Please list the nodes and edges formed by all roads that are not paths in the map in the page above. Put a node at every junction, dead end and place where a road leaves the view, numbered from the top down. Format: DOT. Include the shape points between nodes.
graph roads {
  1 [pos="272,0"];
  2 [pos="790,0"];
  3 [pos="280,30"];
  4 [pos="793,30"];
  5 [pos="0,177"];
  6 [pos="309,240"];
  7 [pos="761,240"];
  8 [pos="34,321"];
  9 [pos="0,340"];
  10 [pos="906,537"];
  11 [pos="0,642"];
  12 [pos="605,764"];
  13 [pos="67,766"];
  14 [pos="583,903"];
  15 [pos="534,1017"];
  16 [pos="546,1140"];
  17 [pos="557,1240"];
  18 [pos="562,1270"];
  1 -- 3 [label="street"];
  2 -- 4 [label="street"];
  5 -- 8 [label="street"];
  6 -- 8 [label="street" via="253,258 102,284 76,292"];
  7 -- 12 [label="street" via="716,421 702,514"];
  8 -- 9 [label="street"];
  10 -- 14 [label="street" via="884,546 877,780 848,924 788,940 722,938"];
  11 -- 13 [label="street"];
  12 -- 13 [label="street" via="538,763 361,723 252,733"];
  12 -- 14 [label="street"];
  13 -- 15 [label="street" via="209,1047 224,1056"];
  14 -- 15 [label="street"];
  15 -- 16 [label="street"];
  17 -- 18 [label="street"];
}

-------

■ What this task involves:
Could every record be printed again exactly as it reads?

■ Output for this exercise:
Please list the nodes and edges formed by all roads that are not paths in the map in the page above. Put a node at every junction, dead end and place where a road leaves the view, numbered from the top down. Format: DOT. Include the shape points between nodes.
graph roads {
  1 [pos="272,0"];
  2 [pos="790,0"];
  3 [pos="280,30"];
  4 [pos="793,30"];
  5 [pos="0,177"];
  6 [pos="309,240"];
  7 [pos="761,240"];
  8 [pos="34,321"];
  9 [pos="0,340"];
  10 [pos="906,537"];
  11 [pos="0,642"];
  12 [pos="605,764"];
  13 [pos="67,766"];
  14 [pos="583,903"];
  15 [pos="534,1017"];
  16 [pos="546,1140"];
  17 [pos="557,1240"];
  18 [pos="562,1270"];
  1 -- 3 [label="street"];
  2 -- 4 [label="street"];
  5 -- 8 [label="street"];
  6 -- 8 [label="street" via="253,258 102,284 76,292"];
  7 -- 12 [label="street" via="716,421 702,514"];
  8 -- 9 [label="street"];
  10 -- 14 [label="street" via="884,546 877,780 848,924 788,940 722,938"];
  11 -- 13 [label="street"];
  12 -- 13 [label="street" via="538,763 361,723 252,733"];
  12 -- 14 [label="street"];
  13 -- 15 [label="street" via="209,1047 224,1056"];
  14 -- 15 [label="street"];
  15 -- 16 [label="street"];
  17 -- 18 [label="street"];
}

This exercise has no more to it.